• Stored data

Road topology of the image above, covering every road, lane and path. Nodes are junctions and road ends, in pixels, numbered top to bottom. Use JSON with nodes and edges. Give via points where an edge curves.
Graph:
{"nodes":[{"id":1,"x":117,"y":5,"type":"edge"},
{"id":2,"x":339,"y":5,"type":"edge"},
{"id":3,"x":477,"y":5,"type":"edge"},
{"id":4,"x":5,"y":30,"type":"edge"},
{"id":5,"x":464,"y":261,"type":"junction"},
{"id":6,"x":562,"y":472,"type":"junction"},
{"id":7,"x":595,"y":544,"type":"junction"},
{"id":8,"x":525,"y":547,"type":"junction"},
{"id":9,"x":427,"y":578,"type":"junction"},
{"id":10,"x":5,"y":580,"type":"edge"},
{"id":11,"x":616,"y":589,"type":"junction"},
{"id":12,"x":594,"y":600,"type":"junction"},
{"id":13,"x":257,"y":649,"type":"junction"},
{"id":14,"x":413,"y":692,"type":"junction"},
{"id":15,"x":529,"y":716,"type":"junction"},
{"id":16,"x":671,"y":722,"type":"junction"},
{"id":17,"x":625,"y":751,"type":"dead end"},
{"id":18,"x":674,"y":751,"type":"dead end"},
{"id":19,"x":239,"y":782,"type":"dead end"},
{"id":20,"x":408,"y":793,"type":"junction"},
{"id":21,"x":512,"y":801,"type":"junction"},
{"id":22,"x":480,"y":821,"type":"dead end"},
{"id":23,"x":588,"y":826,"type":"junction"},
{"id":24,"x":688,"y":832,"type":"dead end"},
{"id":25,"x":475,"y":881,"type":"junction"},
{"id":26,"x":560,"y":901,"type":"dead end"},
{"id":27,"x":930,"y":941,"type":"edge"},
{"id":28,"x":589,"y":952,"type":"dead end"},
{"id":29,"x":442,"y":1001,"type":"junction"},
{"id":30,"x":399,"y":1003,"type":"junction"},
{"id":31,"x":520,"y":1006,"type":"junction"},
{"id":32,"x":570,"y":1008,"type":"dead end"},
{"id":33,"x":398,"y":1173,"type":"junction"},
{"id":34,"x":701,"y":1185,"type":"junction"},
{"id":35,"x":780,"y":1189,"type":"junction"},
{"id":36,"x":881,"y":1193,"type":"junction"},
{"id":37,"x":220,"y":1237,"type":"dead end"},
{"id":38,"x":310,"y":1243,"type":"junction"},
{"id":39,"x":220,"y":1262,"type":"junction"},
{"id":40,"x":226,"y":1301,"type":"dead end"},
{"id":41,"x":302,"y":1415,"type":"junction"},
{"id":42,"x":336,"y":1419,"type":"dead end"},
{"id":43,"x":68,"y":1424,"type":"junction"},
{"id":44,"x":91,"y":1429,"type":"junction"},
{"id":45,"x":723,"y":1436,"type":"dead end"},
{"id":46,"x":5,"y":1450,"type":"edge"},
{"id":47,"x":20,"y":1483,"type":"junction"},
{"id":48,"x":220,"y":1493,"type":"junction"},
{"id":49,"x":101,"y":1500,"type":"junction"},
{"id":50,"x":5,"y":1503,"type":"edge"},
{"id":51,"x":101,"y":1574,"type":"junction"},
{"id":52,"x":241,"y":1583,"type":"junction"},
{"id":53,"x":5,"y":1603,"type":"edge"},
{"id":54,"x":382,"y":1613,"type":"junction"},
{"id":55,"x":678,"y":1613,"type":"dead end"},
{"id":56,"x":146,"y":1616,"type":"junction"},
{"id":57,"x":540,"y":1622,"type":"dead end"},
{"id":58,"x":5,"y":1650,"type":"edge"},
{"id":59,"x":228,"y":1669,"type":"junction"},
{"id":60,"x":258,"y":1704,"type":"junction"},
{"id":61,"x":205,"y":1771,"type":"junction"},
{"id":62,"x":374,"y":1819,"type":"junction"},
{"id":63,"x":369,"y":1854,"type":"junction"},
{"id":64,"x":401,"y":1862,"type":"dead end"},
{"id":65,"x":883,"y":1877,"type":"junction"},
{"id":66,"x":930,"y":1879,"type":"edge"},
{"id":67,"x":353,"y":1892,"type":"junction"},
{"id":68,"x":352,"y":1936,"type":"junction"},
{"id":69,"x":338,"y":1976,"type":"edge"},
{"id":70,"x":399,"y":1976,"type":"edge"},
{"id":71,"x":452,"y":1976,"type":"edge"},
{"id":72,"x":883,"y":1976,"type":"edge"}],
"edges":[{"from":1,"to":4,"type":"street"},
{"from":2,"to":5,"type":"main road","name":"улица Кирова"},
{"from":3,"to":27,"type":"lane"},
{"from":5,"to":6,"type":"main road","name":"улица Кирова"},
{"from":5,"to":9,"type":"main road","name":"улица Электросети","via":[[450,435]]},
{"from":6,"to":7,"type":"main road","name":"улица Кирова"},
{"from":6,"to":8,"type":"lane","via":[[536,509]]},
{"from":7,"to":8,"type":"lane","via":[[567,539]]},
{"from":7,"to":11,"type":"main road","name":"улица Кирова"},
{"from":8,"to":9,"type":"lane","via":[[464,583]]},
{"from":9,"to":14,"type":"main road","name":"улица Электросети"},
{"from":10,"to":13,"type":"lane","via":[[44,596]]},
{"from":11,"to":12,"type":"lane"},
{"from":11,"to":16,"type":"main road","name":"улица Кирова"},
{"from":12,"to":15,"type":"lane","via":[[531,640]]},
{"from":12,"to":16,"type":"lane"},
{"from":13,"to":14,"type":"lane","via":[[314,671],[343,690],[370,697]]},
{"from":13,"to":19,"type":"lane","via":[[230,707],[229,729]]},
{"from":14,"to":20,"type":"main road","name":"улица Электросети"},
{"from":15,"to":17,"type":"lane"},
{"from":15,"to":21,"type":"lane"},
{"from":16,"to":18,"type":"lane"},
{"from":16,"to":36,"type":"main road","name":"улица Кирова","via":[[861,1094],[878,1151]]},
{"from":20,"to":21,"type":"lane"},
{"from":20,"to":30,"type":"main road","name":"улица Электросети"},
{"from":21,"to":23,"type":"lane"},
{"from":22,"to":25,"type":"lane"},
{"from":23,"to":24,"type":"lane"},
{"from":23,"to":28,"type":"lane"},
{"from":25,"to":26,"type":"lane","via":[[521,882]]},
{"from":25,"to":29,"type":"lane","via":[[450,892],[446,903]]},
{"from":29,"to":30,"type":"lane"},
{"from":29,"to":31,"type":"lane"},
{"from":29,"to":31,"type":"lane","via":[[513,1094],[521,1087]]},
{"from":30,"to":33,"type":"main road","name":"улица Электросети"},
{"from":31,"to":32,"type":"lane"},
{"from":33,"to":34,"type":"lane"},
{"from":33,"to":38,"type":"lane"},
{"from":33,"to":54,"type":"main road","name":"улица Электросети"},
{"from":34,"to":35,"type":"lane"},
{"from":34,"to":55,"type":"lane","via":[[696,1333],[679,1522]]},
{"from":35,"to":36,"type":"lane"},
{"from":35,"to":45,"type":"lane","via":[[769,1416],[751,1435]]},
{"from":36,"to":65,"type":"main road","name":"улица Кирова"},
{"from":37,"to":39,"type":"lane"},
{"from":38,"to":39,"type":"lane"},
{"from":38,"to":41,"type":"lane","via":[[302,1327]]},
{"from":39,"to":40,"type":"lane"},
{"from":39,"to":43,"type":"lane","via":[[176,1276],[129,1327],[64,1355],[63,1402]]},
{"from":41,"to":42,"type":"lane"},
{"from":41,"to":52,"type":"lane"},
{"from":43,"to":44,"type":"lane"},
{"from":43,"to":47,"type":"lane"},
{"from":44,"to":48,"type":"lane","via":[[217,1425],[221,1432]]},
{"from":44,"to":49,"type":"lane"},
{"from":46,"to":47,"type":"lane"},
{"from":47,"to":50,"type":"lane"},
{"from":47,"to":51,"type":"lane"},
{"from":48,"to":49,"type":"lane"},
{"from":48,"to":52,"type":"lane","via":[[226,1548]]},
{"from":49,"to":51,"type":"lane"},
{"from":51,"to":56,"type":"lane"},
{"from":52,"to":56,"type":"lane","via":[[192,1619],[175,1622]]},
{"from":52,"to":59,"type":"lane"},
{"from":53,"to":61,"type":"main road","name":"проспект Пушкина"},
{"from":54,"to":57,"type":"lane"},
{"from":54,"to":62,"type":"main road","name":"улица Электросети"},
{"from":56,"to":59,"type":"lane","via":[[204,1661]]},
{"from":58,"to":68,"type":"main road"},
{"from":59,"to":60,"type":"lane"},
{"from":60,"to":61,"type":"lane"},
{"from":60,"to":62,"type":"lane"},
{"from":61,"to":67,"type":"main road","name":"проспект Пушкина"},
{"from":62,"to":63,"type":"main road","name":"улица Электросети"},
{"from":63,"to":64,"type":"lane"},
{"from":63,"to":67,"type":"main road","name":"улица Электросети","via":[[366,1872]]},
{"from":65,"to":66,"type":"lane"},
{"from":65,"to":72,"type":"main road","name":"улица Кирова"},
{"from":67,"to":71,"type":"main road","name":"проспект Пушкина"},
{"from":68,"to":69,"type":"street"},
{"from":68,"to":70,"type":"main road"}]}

• REQUIRED WORK
Every line above in which the word "проспект" occurs needs to be copied.

• OUTPUT FOR THIS EXERCISE
{"from":53,"to":61,"type":"main road","name":"проспект Пушкина"},
{"from":61,"to":67,"type":"main road","name":"проспект Пушкина"},
{"from":67,"to":71,"type":"main road","name":"проспект Пушкина"},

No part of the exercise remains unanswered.